■ ABOUT THIS EXERCISE ■
Go through the data below and retype all of it exactly.

■ INPUT FOR THIS TASK ■
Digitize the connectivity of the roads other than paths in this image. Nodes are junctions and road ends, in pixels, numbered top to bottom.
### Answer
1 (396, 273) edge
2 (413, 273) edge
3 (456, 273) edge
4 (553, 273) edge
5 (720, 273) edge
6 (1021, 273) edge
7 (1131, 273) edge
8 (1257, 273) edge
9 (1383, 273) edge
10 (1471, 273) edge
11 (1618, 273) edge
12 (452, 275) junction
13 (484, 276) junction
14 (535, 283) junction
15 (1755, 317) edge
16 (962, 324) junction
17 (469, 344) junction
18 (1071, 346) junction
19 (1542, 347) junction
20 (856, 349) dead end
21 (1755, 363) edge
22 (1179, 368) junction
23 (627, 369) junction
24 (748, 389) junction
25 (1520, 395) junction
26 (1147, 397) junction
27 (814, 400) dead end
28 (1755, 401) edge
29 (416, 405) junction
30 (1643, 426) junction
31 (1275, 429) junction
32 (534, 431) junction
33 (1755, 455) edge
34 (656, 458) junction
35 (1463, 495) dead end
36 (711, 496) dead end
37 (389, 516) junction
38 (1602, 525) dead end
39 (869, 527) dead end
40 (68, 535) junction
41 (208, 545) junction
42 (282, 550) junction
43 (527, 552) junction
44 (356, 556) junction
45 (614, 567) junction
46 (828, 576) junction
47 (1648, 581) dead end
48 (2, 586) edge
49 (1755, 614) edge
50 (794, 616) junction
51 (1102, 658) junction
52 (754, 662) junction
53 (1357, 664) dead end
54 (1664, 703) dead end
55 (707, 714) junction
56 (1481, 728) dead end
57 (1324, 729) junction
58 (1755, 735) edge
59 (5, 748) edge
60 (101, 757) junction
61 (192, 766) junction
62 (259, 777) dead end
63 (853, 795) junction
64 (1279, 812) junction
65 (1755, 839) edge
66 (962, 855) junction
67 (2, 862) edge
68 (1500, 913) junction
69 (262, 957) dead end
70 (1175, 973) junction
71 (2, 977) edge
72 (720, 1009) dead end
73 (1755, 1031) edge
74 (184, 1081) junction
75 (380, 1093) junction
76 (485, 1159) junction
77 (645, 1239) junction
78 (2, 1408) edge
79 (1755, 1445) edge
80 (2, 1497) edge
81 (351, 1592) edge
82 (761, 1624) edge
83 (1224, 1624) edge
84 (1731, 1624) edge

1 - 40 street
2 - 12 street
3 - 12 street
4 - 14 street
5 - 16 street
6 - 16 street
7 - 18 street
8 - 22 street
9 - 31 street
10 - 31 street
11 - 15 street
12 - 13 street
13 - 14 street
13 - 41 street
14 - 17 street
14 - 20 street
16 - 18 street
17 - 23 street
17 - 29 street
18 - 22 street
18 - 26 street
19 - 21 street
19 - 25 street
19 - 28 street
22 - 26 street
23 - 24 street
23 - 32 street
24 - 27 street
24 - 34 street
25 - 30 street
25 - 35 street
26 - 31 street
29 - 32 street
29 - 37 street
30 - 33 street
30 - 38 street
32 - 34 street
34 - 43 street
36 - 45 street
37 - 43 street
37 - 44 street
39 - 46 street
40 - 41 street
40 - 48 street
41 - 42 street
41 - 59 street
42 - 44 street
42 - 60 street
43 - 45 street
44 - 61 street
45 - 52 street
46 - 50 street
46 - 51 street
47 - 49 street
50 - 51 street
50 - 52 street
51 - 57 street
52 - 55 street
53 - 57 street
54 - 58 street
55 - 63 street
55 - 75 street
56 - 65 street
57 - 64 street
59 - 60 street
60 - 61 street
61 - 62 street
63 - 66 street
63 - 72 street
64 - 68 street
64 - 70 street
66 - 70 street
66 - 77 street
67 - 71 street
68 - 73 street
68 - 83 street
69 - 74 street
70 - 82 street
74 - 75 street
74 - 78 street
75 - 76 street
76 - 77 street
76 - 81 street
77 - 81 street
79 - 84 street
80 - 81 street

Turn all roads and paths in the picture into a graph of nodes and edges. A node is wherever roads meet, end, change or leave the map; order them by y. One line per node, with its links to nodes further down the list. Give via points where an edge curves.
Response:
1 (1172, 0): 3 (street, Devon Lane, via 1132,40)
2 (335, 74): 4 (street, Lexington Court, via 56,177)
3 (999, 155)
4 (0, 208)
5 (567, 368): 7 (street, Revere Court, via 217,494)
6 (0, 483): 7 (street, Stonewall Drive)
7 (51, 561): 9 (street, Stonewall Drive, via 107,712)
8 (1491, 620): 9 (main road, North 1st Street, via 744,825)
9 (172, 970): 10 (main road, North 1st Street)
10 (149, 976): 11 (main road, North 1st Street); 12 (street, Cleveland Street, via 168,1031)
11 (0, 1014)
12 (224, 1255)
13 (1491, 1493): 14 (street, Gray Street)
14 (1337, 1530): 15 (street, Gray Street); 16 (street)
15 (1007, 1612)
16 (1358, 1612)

■ ANSWER TO THE PROBLEM ■
Digitize the connectivity of the roads other than paths in this image. Nodes are junctions and road ends, in pixels, numbered top to bottom.
### Answer
1 (396, 273) edge
2 (413, 273) edge
3 (456, 273) edge
4 (553, 273) edge
5 (720, 273) edge
6 (1021, 273) edge
7 (1131, 273) edge
8 (1257, 273) edge
9 (1383, 273) edge
10 (1471, 273) edge
11 (1618, 273) edge
12 (452, 275) junction
13 (484, 276) junction
14 (535, 283) junction
15 (1755, 317) edge
16 (962, 324) junction
17 (469, 344) junction
18 (1071, 346) junction
19 (1542, 347) junction
20 (856, 349) dead end
21 (1755, 363) edge
22 (1179, 368) junction
23 (627, 369) junction
24 (748, 389) junction
25 (1520, 395) junction
26 (1147, 397) junction
27 (814, 400) dead end
28 (1755, 401) edge
29 (416, 405) junction
30 (1643, 426) junction
31 (1275, 429) junction
32 (534, 431) junction
33 (1755, 455) edge
34 (656, 458) junction
35 (1463, 495) dead end
36 (711, 496) dead end
37 (389, 516) junction
38 (1602, 525) dead end
39 (869, 527) dead end
40 (68, 535) junction
41 (208, 545) junction
42 (282, 550) junction
43 (527, 552) junction
44 (356, 556) junction
45 (614, 567) junction
46 (828, 576) junction
47 (1648, 581) dead end
48 (2, 586) edge
49 (1755, 614) edge
50 (794, 616) junction
51 (1102, 658) junction
52 (754, 662) junction
53 (1357, 664) dead end
54 (1664, 703) dead end
55 (707, 714) junction
56 (1481, 728) dead end
57 (1324, 729) junction
58 (1755, 735) edge
59 (5, 748) edge
60 (101, 757) junction
61 (192, 766) junction
62 (259, 777) dead end
63 (853, 795) junction
64 (1279, 812) junction
65 (1755, 839) edge
66 (962, 855) junction
67 (2, 862) edge
68 (1500, 913) junction
69 (262, 957) dead end
70 (1175, 973) junction
71 (2, 977) edge
72 (720, 1009) dead end
73 (1755, 1031) edge
74 (184, 1081) junction
75 (380, 1093) junction
76 (485, 1159) junction
77 (645, 1239) junction
78 (2, 1408) edge
79 (1755, 1445) edge
80 (2, 1497) edge
81 (351, 1592) edge
82 (761, 1624) edge
83 (1224, 1624) edge
84 (1731, 1624) edge

1 - 40 street
2 - 12 street
3 - 12 street
4 - 14 street
5 - 16 street
6 - 16 street
7 - 18 street
8 - 22 street
9 - 31 street
10 - 31 street
11 - 15 street
12 - 13 street
13 - 14 street
13 - 41 street
14 - 17 street
14 - 20 street
16 - 18 street
17 - 23 street
17 - 29 street
18 - 22 street
18 - 26 street
19 - 21 street
19 - 25 street
19 - 28 street
22 - 26 street
23 - 24 street
23 - 32 street
24 - 27 street
24 - 34 street
25 - 30 street
25 - 35 street
26 - 31 street
29 - 32 street
29 - 37 street
30 - 33 street
30 - 38 street
32 - 34 street
34 - 43 street
36 - 45 street
37 - 43 street
37 - 44 street
39 - 46 street
40 - 41 street
40 - 48 street
41 - 42 street
41 - 59 street
42 - 44 street
42 - 60 street
43 - 45 street
44 - 61 street
45 - 52 street
46 - 50 street
46 - 51 street
47 - 49 street
50 - 51 street
50 - 52 street
51 - 57 street
52 - 55 street
53 - 57 street
54 - 58 street
55 - 63 street
55 - 75 street
56 - 65 street
57 - 64 street
59 - 60 street
60 - 61 street
61 - 62 street
63 - 66 street
63 - 72 street
64 - 68 street
64 - 70 street
66 - 70 street
66 - 77 street
67 - 71 street
68 - 73 street
68 - 83 street
69 - 74 street
70 - 82 street
74 - 75 street
74 - 78 street
75 - 76 street
76 - 77 street
76 - 81 street
77 - 81 street
79 - 84 street
80 - 81 street

Turn all roads and paths in the picture into a graph of nodes and edges. A node is wherever roads meet, end, change or leave the map; order them by y. One line per node, with its links to nodes further down the list. Give via points where an edge curves.
Response:
1 (1172, 0): 3 (street, Devon Lane, via 1132,40)
2 (335, 74): 4 (street, Lexington Court, via 56,177)
3 (999, 155)
4 (0, 208)
5 (567, 368): 7 (street, Revere Court, via 217,494)
6 (0, 483): 7 (street, Stonewall Drive)
7 (51, 561): 9 (street, Stonewall Drive, via 107,712)
8 (1491, 620): 9 (main road, North 1st Street, via 744,825)
9 (172, 970): 10 (main road, North 1st Street)
10 (149, 976): 11 (main road, North 1st Street); 12 (street, Cleveland Street, via 168,1031)
11 (0, 1014)
12 (224, 1255)
13 (1491, 1493): 14 (street, Gray Street)
14 (1337, 1530): 15 (street, Gray Street); 16 (street)
15 (1007, 1612)
16 (1358, 1612)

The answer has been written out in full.